The anger remains, which he admits makes life difficult for his family.
Painting as a Form of Resistance
From 2009 onward, prisoners in Camps V and VI at Guantánamo, including Ahmed, could attend art classes. It was here that Ahmed began developing his art. Ahmed’s subject matter ranged from seascapes, landscapes, and still-life to religious iconography. His cell had no view of the outside—just a narrow strip of reinforced, opaque glass. Heavily censored television programmes, magazines, and a rich reserve of memories and imagination were his only windows to the outside world.
Any painting depicting torture or evoking prison-like spaces, such as images of chains, was confiscated as a general rule. Such works could not be sent to lawyers or the families of the prisoners. Each of Ahmed’s paintings that cleared the censorship process and were given to his family was stamped “approved by U.S. Forces”. Paintings not stamped with the U.S. government’s approval could not even be shown to family members during monthly video calls.

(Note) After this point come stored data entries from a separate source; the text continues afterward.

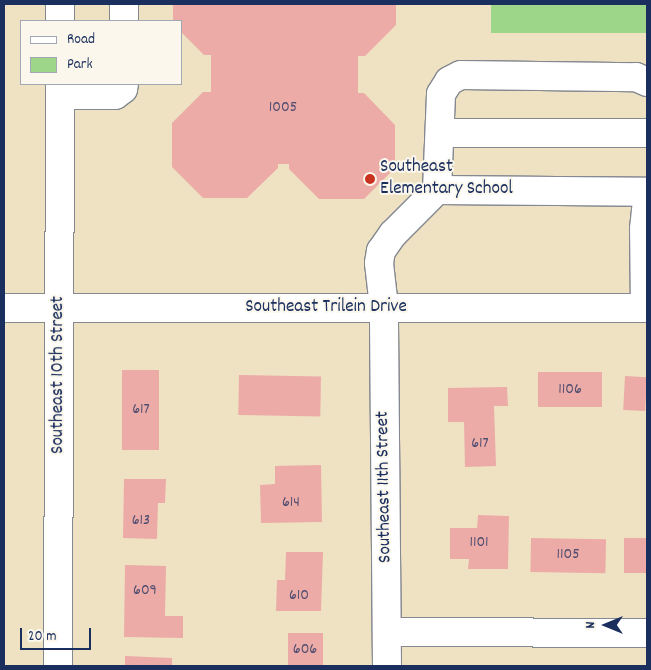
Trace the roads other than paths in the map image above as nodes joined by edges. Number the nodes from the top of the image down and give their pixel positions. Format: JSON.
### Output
{"nodes":[{"id":1,"x":60,"y":4,"type":"edge"},
{"id":2,"x":124,"y":4,"type":"edge"},
{"id":3,"x":60,"y":20,"type":"edge"},
{"id":4,"x":124,"y":20,"type":"edge"},
{"id":5,"x":647,"y":82,"type":"edge"},
{"id":6,"x":124,"y":85,"type":"edge"},
{"id":7,"x":60,"y":90,"type":"edge"},
{"id":8,"x":440,"y":133,"type":"junction"},
{"id":9,"x":647,"y":133,"type":"edge"},
{"id":10,"x":437,"y":190,"type":"junction"},
{"id":11,"x":647,"y":192,"type":"edge"},
{"id":12,"x":647,"y":199,"type":"edge"},
{"id":13,"x":384,"y":307,"type":"junction"},
{"id":14,"x":4,"y":308,"type":"edge"},
{"id":15,"x":58,"y":308,"type":"junction"},
{"id":16,"x":646,"y":308,"type":"edge"},
{"id":17,"x":387,"y":632,"type":"junction"},
{"id":18,"x":647,"y":633,"type":"edge"},
{"id":19,"x":58,"y":666,"type":"edge"},
{"id":20,"x":387,"y":666,"type":"edge"}],
"edges":[{"from":1,"to":3,"type":"street"},
{"from":2,"to":4,"type":"street"},
{"from":5,"to":8,"type":"street"},
{"from":6,"to":7,"type":"street"},
{"from":7,"to":15,"type":"street","name":"Southeast 10th Street"},
{"from":8,"to":9,"type":"street"},
{"from":8,"to":10,"type":"street"},
{"from":10,"to":11,"type":"street"},
{"from":10,"to":13,"type":"street","name":"Southeast 11th Street"},
{"from":12,"to":16,"type":"street"},
{"from":13,"to":15,"type":"street","name":"Southeast Trilein Drive"},
{"from":13,"to":16,"type":"street","name":"Southeast Trilein Drive"},
{"from":13,"to":17,"type":"street","name":"Southeast 11th Street"},
{"from":14,"to":15,"type":"street","name":"Southeast Trilein Drive"},
{"from":15,"to":19,"type":"street","name":"Southeast 10th Street"},
{"from":17,"to":18,"type":"street"},
{"from":17,"to":20,"type":"street","name":"Southeast 11th Street"}]}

Making paintings in Guantánamo was often used as another tool of psychological warfare committed against detainees. It took years for Guantánamo to facilitate basic art materials; at first, they were provided only a single crayon to draw. Ahmed described how the guards used the opportunity of art classes to frustrate and “provoke” him and other prisoners; they’d burst in for random searches and take a prisoner to an isolation cell for no reason. There was always the looming threat that their paintings would be confiscated. Prisoners were not permitted to speak to each other during the art classes, and they were not allowed to take paintings to their rooms to complete them. Prisoners were not allowed to use more than one paintbrush or one colour at a time without permission. Every time paint or a paintbrush was needed, it had to be requested. No direct contact was permitted between the detainees and the art teacher during the art class. Only the guards could pass on materials to the students. If any materials were found missing during the class, prisoners would be strip-searched and placed in isolation as punishment. Sometimes, the harassment from the guards was so extreme that Ahmed could not paint and stopped attending classes for long periods.

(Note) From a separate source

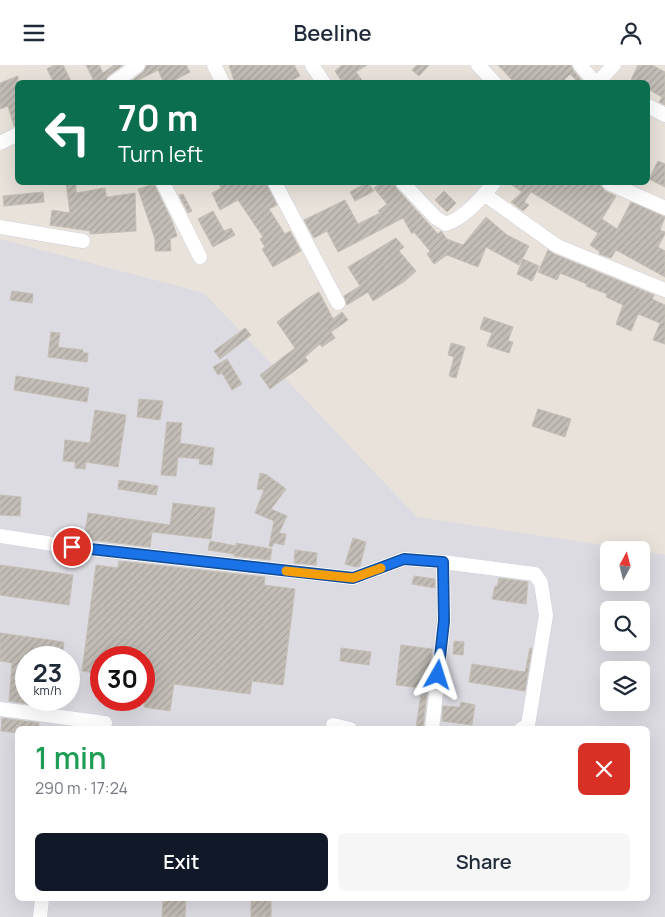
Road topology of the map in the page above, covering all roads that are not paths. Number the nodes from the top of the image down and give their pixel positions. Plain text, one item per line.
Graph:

Any painting depicting torture or evoking prison-like spaces, such as images of chains, was confiscated as a general rule. Such works could not be sent to lawyers or the families of the prisoners. Each of Ahmed’s paintings that cleared the censorship process and were given to his family was stamped “approved by U.S. Forces”. Paintings not stamped with the U.S. government’s approval could not even be shown to family members during monthly video calls. It is remarkable that Ahmed could paint after enduring such a purgatory of constant monitoring, punishment, deprivation, and cruel restrictions.
The difficulty of bringing public visibility to detainee artwork from Guantánamo was highlighted when, in 2017, Erin Thompson, an art crime professor, organised the exhibition ‘Ode to the Sea’ at the John Jay College of Criminal Justice in Manhattan, which featured artworks made by eight Guantánamo detainees, including Ahmed. The Pentagon reviewed releasing images of the artworks to the public due to the international media’s attention to this exhibition. Still, no artworks left the prison for a long time. The Department of Defence’s objection was based on where the proceeds from this exhibition’s sales were going. Professor Thompson clarified that the pieces for sale were only those of artists released from Guantánamo.
Ahmed created several paintings depicting his torture in the Dark Prison and at Guantánamo Bay during his detention. Preempting that these paintings would be confiscated, Clive, who had seen each piece in legal sessions, documented the imagery in text, each painting titled by him for reference. All notes taken by lawyers visiting clients in Guantánamo are classified and must be reviewed by Washington censors before being returned to the lawyers. Once made available to him by The Privilege Review Team4, Clive compiled his notes and shared them with the artists participating in The Unforgotten Moon.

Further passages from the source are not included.